For bay mesh, the best way to describe it is that the flood routing mesh all happens above 2000 feet. The challenge we see today with chutil is that for 5% actual utilization, the router mountain nodes hear about 10 different roof nodes sending packets at the same time, 4 more other long distance router nodes, etc. The result is a mess of collisions that result in 5% utilization turning into 50% utilization.

Let's take for example, SUNL - my node in the bay area.

The challenge is all the clients repeating packets cause a mess at high altitudes. We try our best to remove this by having enough routers to make sure most clients hear each message at least twice (supressing responses), but that itself also causes higher utilization.

It would be interesting to see more simulations where a single node can send to 100 nodes, but only hears 10. Where the circles for mountain top nodes can send far and wide (30+ miles) to other mountain top nodes and be heard by those mountain top nodes, but can also hear hliltop nodes.. and then those hilltop/roof nodes hear both valley nodes and in-building nodes. The fun part is the mountain nodes also have a good chance of sending traffic directly to the valley and in-building nodes without needing the hilltop or roof nodes at all.

Keep in mind, while the hilltop and roof nodes are sending, the mountain nodes are blocked from sending. Somehow this also needs to be added to the simulation to get past the real crux of the issue, which is half-duplex communication means the inability to send due to listening to a bunch of other nodes sending.

It also doesn't really solve the problem of how a client knows it missed a message.
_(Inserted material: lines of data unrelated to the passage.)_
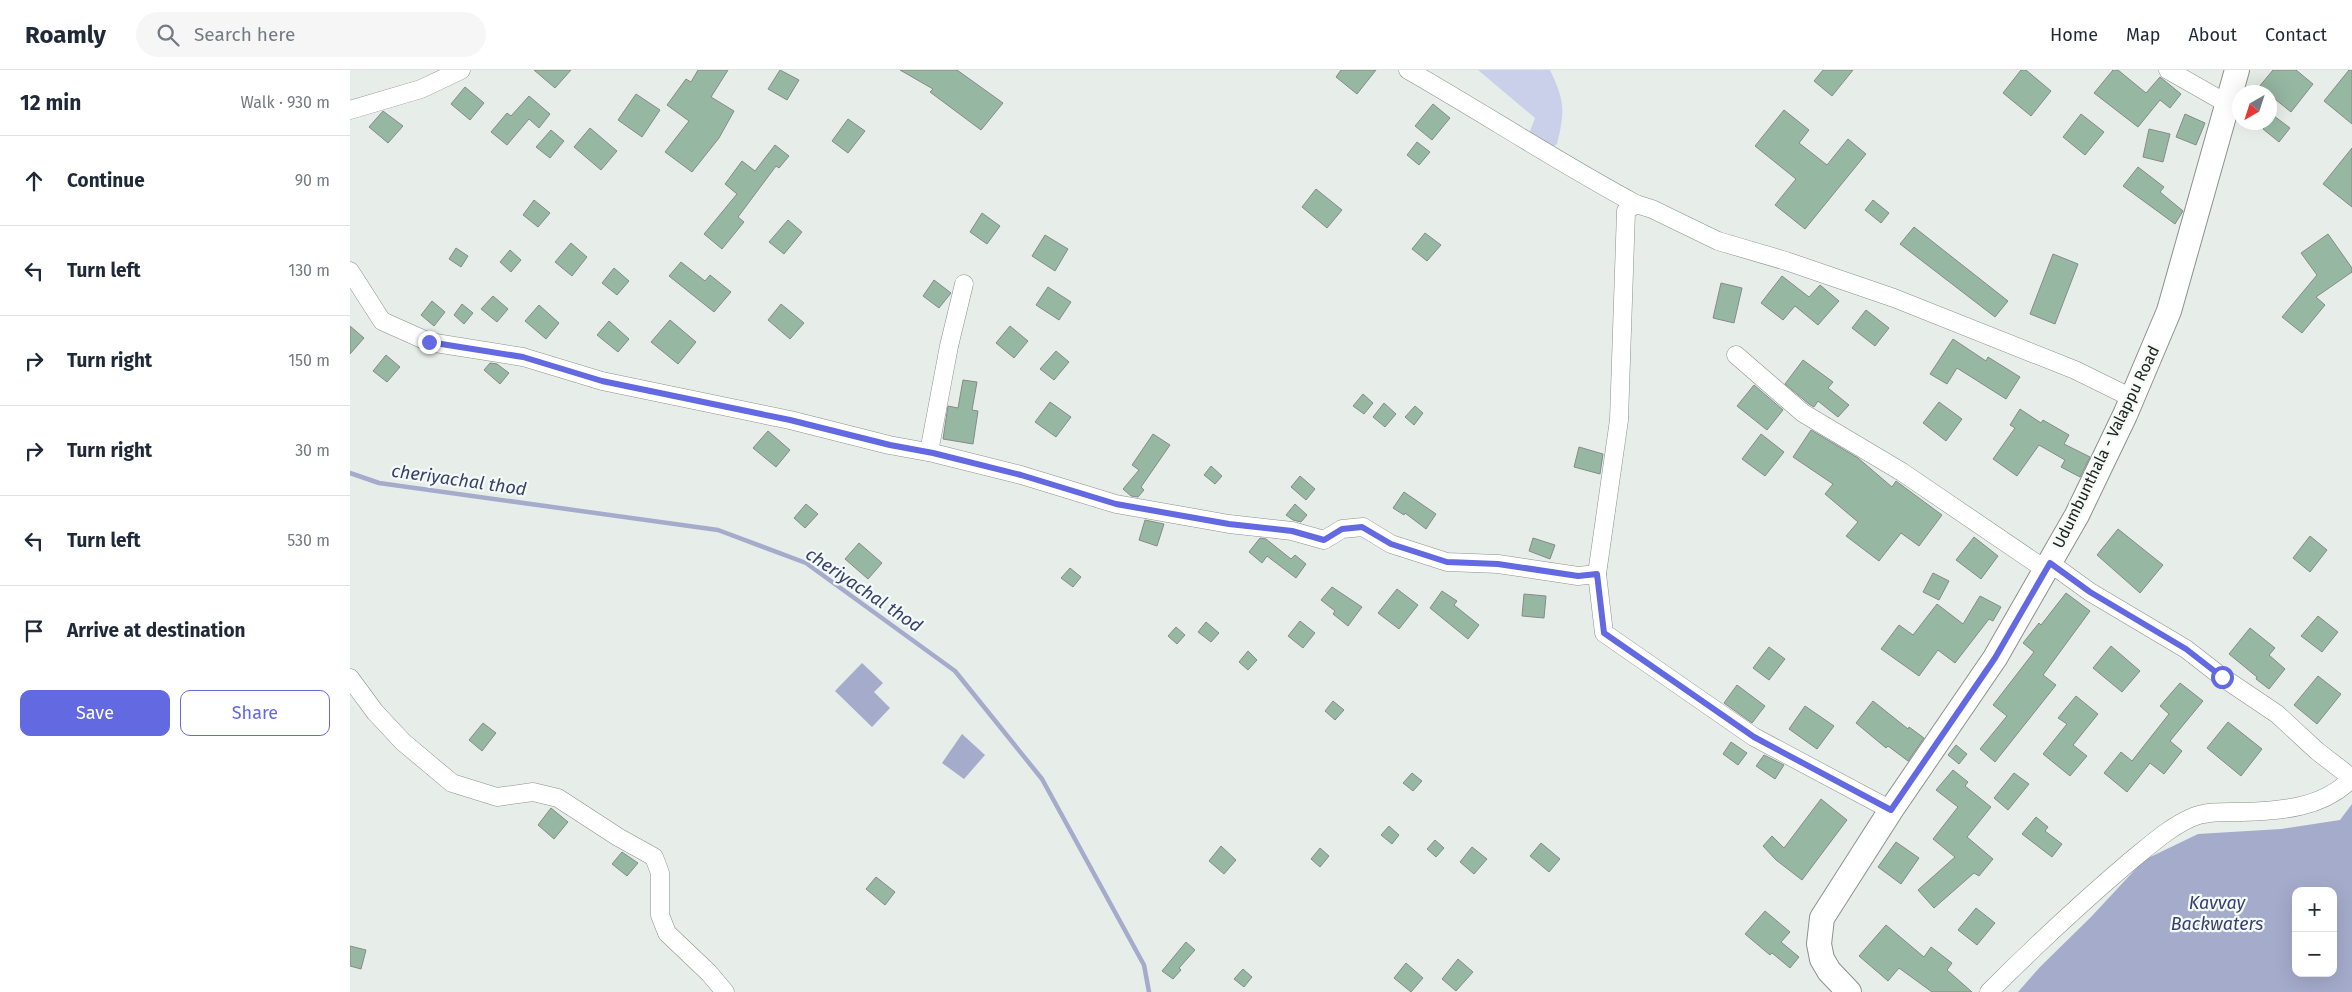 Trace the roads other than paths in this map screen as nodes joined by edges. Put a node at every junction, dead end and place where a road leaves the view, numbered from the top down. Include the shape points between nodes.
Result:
1 (461, 70) edge
2 (1408, 70) edge
3 (2168, 70) edge
4 (2237, 70) edge
5 (2226, 103) junction
6 (350, 110) edge
7 (1636, 204) junction
8 (350, 271) edge
9 (964, 284) dead end
10 (1736, 355) dead end
11 (2132, 398) junction
12 (928, 452) junction
13 (2048, 566) junction
14 (1597, 574) junction
15 (350, 678) edge
16 (2351, 779) edge
17 (1891, 810) junction
18 (725, 992) edge
19 (1849, 992) edge
20 (1990, 992) edge

1 - 6 street via 421,89
2 - 7 street via 1539,150
3 - 5 street
4 - 5 main road, Udumbunthala - Valappu Road
5 - 11 main road, Udumbunthala - Valappu Road via 2169,311
7 - 11 street via 1718,241 1894,298 2075,370
7 - 14 street via 1626,211 1619,420
8 - 12 street via 382,321 429,342 523,357 602,381
9 - 12 street
10 - 13 street via 1802,413 1902,472
11 - 13 main road, Udumbunthala - Valappu Road via 2077,515
12 - 14 street via 1125,506 1292,531 1324,540 1342,529 1362,527 1391,544 1447,562 1498,564 1578,576
13 - 16 street via 2186,649 2277,714
13 - 17 main road, Udumbunthala - Valappu Road via 1995,658
14 - 17 street via 1604,633 1754,737
15 - 18 street via 403,742 452,783 497,797 533,792 558,798 654,857 660,873 660,914 666,933
16 - 20 street via 2340,791 2320,801 2272,810 2194,816 2147,847 2083,902
17 - 19 main road, Udumbunthala - Valappu Road via 1822,918 1818,944 1822,959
For example, in your example "How the Network Builds Itself", when it gets to the "load balancing" part, there is only one path that works, A-C-F-L-M-K-O. It's not very load balanced, but it also means there are 3 nodes that all make a path of failure. If any of those 3 nodes fails due to intermittent issues, the message will not be received.

Lastly, routing tables require memory. Some vendors are moving to using nrf52 devices for 1 watt nodes, and many love using solar nodes (also, nrf52) as routers. Many of these nodes can only hold 80-100 nodes in the nodedb. What is the memory expectation for something like this with 1000-10000 nodes?

0 replies

ClemensSimon · 2026-03-21T10:05:18Z

ClemensSimon
Mar 21, 2026
Author

Hey @h3lix1,

Thank you for the detailed feedback! Your questions about half-duplex blocking at SUNL, out-of-order messaging, and
nRF52 memory directly led to 5 new features being implemented. Here's what changed and what the numbers look like now.

What Your Feedback Built

Half-Duplex Model — You said: "mountaintop nodes are blocked from sending."
Done. Per-node radio state machine (IDLE/TX/RX) in simulator. Nodes can't TX while receiving.

Node Silencing — You said: "clients repeating packets at high elevations cause a mess."
Done. Redundant valley nodes are muted — they still listen, but don't rebroadcast. Battery-fair rotation every 10 min.
128 of 193 valley nodes silenced, TX cost halved.

Sequence Numbers — You said: "messages A B C can be received C B A."
Done. 2-byte per-(src,dst) sequence counter in packet header. App can detect gaps and reorder. Zero extra TX.

Emergency Re-Route — You said: "only one path works, 3 single points of failure."
Done. Fresh BFS excluding failed nodes before corridor flooding. 7 failover layers total.

Bay Area 3-Tier Topology — You said: "mountaintop routers hear 10 rooftop nodes simultaneously."
Done. 7 mountain (45km range) + 35 hill (10km) + 193 valley (2.5km) nodes with asymmetric links.

For the technical deep-dive, see https://clemenssimon.github.io/MeshRoute/how-it-works.html — sections on
https://clemenssimon.github.io/MeshRoute/how-it-works.html#silencing,
https://clemenssimon.github.io/MeshRoute/how-it-works.html#halfduplex, and
https://clemenssimon.github.io/MeshRoute/how-it-works.html#seqnums.

Bay Area Results (235 nodes, half-duplex)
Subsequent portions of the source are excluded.